◆ **WHAT IS EXPECTED**
Please find the lines in the entries below that contain the word "name", and copy each one.

◆ **INPUT DATA**
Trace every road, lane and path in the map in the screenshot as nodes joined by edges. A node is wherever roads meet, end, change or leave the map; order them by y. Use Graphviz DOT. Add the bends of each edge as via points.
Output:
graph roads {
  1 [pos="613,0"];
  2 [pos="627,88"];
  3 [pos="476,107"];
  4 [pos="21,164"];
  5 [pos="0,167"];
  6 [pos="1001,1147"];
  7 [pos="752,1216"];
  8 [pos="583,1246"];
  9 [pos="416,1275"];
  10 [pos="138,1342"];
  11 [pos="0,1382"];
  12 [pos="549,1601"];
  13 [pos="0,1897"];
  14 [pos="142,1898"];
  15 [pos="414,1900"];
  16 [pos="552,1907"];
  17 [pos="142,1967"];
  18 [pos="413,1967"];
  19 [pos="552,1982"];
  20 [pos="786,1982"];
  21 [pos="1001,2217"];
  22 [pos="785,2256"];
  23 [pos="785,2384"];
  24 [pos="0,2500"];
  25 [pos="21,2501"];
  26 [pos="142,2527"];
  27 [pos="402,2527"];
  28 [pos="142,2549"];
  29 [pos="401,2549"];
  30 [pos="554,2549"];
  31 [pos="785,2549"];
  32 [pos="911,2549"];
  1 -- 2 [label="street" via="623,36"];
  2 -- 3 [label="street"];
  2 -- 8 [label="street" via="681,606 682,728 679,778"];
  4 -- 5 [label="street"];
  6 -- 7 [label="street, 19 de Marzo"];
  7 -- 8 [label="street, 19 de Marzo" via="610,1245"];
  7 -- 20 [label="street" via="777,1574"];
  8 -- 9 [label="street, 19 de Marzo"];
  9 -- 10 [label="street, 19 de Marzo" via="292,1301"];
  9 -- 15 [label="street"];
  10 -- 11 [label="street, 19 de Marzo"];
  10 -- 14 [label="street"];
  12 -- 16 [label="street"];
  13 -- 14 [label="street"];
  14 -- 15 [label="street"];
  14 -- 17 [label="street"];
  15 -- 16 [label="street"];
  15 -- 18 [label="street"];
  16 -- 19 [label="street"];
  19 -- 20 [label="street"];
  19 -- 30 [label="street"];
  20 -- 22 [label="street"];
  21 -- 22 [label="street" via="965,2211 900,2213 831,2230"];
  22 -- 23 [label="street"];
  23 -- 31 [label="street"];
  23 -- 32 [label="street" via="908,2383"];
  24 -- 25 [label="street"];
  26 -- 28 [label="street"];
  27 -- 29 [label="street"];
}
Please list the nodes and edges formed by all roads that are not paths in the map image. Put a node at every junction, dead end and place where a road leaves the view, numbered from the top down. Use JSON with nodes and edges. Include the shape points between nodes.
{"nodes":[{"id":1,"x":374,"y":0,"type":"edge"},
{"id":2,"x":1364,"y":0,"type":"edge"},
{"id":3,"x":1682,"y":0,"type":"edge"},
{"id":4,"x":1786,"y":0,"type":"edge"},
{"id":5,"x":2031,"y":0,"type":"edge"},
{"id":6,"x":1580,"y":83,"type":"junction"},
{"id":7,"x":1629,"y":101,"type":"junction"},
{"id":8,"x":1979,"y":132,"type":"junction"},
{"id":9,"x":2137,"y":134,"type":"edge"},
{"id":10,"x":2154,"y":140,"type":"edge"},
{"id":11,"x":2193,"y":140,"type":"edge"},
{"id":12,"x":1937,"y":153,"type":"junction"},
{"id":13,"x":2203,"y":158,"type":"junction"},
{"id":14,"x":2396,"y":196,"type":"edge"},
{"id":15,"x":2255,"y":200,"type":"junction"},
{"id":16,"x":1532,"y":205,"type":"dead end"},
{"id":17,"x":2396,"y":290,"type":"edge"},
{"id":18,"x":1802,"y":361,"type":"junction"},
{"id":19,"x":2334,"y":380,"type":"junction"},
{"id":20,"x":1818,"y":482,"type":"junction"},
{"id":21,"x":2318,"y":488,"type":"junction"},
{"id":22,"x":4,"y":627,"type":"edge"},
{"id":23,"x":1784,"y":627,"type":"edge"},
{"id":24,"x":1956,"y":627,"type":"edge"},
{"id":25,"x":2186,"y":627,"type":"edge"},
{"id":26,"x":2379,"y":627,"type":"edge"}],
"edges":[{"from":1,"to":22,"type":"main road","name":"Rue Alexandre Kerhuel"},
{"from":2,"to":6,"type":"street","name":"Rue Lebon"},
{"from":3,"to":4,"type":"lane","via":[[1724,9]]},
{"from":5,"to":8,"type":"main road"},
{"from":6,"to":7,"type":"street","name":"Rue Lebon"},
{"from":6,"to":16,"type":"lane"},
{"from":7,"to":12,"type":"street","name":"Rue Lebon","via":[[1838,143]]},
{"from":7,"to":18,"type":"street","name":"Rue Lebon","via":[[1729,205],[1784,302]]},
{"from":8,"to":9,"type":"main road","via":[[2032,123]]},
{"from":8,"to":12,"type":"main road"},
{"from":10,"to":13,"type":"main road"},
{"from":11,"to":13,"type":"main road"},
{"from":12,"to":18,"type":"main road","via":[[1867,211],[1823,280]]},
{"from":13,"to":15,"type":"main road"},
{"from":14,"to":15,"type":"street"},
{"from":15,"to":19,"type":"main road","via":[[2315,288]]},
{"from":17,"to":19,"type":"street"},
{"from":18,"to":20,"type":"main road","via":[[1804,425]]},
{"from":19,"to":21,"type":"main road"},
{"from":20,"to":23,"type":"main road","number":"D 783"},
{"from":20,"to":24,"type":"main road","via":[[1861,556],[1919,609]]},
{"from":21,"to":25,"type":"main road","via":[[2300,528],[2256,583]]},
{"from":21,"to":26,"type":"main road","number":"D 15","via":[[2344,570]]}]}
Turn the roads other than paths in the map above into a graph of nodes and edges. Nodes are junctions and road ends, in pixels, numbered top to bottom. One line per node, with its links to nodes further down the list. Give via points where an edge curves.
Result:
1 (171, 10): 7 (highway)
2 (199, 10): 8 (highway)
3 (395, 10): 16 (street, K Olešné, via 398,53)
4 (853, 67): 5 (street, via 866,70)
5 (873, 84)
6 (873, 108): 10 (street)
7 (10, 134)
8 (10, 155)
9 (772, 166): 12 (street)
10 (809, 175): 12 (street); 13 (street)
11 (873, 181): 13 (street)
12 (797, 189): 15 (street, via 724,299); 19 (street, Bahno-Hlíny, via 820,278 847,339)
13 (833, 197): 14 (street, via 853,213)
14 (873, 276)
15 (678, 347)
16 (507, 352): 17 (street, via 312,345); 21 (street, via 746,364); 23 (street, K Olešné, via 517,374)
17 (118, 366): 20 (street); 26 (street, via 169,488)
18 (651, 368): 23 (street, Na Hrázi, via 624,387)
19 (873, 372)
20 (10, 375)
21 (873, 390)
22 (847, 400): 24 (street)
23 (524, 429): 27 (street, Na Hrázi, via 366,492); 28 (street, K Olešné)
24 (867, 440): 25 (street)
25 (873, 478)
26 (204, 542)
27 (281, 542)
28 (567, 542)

◆ **RESULT OF THIS EXERCISE**
"edges":[{"from":1,"to":22,"type":"main road","name":"Rue Alexandre Kerhuel"},
{"from":2,"to":6,"type":"street","name":"Rue Lebon"},
{"from":6,"to":7,"type":"street","name":"Rue Lebon"},
{"from":7,"to":12,"type":"street","name":"Rue Lebon","via":[[1838,143]]},
{"from":7,"to":18,"type":"street","name":"Rue Lebon","via":[[1729,205],[1784,302]]},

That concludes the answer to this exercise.